Opinión

Perder la fe

Virgen de la Victoria dentro de la iglesia de El Salvador

Virgen de la Victoria dentro de la iglesia de El Salvador / Áxel Álvarez

Me llevó tiempo, bastante, darme cuenta de cuál fue la razón que hizo que dejara de creer en Dios. Mi familia, la materna, es religiosa. Mi padre no, pero mi madre era creyente y profesaba su fe siendo muy consciente de ella, aunque en la distancia, es decir, sin acudir a misa diaria ni semanal, siquiera.

Aun así, mi hermana y yo fuimos educadas en el catolicismo y, de hecho, estudiamos, hasta los 18 años, en un colegio de Hermanos Maristas. Hicimos la Primera Comunión y crecimos rodeadas de toda la imaginería, las costumbres, los ritos.

En el pueblo extremeño en el que pasamos la infancia, donde mi hermana ahora vive con sus dos hijos, la Semana Santa es fiesta de interés turístico regional y su tradición se remonta al siglo XVI. Durante la cuaresma, período de penitencia, ayuno y abstinencia, la carne era desterrada de los menús y, a partir del Viernes de Dolores, la gastronomía local se nutría de recetas que velaban por el riguroso mantenimiento de la doctrina católica: potaje, patatas con huevos y bacalao, torrijas, pestiños de culo cesta, floretas, huesillos…

Escribo en pretérito porque me refiero a un tiempo pasado, si bien es en el presente en el que todavía se inscriben, para muchos de los que me rodean, todas esas prácticas que definen un modo de vivir y, sobre todo, de sentir. Debido a ese sentimiento, en este caso religioso, buena parte de mi familia acude, todavía, a celebrar el Domingo de Ramos a ese pueblo donde se hunden nuestras raíces.

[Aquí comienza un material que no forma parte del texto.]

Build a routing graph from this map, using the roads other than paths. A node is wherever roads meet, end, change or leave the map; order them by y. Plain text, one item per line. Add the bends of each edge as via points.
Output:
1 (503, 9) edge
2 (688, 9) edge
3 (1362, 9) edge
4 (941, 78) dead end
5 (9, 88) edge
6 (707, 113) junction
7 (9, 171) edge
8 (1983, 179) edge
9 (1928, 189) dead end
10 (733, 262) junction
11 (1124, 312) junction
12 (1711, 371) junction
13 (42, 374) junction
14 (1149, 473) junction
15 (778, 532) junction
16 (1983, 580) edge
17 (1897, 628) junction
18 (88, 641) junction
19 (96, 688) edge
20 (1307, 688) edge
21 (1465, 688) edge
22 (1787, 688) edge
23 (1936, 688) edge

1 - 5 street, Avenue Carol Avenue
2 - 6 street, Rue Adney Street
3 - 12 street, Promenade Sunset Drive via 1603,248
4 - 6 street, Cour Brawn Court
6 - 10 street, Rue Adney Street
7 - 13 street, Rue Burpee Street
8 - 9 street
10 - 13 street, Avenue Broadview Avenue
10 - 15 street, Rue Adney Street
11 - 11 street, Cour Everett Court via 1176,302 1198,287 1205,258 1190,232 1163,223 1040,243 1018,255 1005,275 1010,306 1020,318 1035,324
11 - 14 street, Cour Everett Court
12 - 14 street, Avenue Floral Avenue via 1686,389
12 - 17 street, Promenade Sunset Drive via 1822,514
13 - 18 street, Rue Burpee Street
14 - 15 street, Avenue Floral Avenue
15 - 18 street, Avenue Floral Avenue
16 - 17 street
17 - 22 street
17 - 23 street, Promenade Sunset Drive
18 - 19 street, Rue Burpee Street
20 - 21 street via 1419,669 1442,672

No creo que a estas alturas se preocupen de buscar un traje nuevo para lucirlo en la procesión («Domingo de Ramos, quien no estrena se queda sin pies y sin manos», reza el dicho popular), pero así era cuando yo era niña, hasta el punto de que había familias, humildes como lo éramos todas, que se pasaban los meses anteriores ahorrando para comprar la prenda adecuada y no ser criticadas, juzgadas y rechazadas por el qué dirán.

La estética, la apariencia, una vez más, como diferenciadora de clases, pues hay ciertos ambientes en los que la única herencia es la tierra que se pisa, tantas veces baldía, cuando no envenenada, igual que en la famosa novela de Jane Smiley.

Nunca me ha gustado sentirme observada, ni entonces ni ahora. Metete es una palabra que me divierte, su mera pronunciación, incluso, pero su significado (sinónimo de entrometido, «Dicho de una persona: Que se inmiscuye en asuntos o conversaciones ajenos que no son de su incumbencia») me lleva, inevitablemente, a aquellas calles de mi infancia por las que estos días transitan imágenes como el Santísimo Cristo de la Humildad, la Virgen de los Dolores o el Santo Sepulcro a hombros, siempre, de hombres que, acabada la procesión, acudirán a los bares de la localidad para saciar su sed, no necesariamente de justicia.

Hace años que no participo de esos ritos, si bien los respeto, como respeto la fe que llevó a mi madre, ya muy enferma de cáncer, a rogar de rodillas a ese Cristo patrón de mi pueblo, que pasaba bajo el balcón de la casa de una de mis tías, que la curara, que no la dejara morir, que impidiera que sus hijas se quedaran huérfanas. Eso la escuché decir, con mi vestido nuevo, recién estrenado para la ocasión, un día de la Semana Santa de 1997. Falleció unos meses después.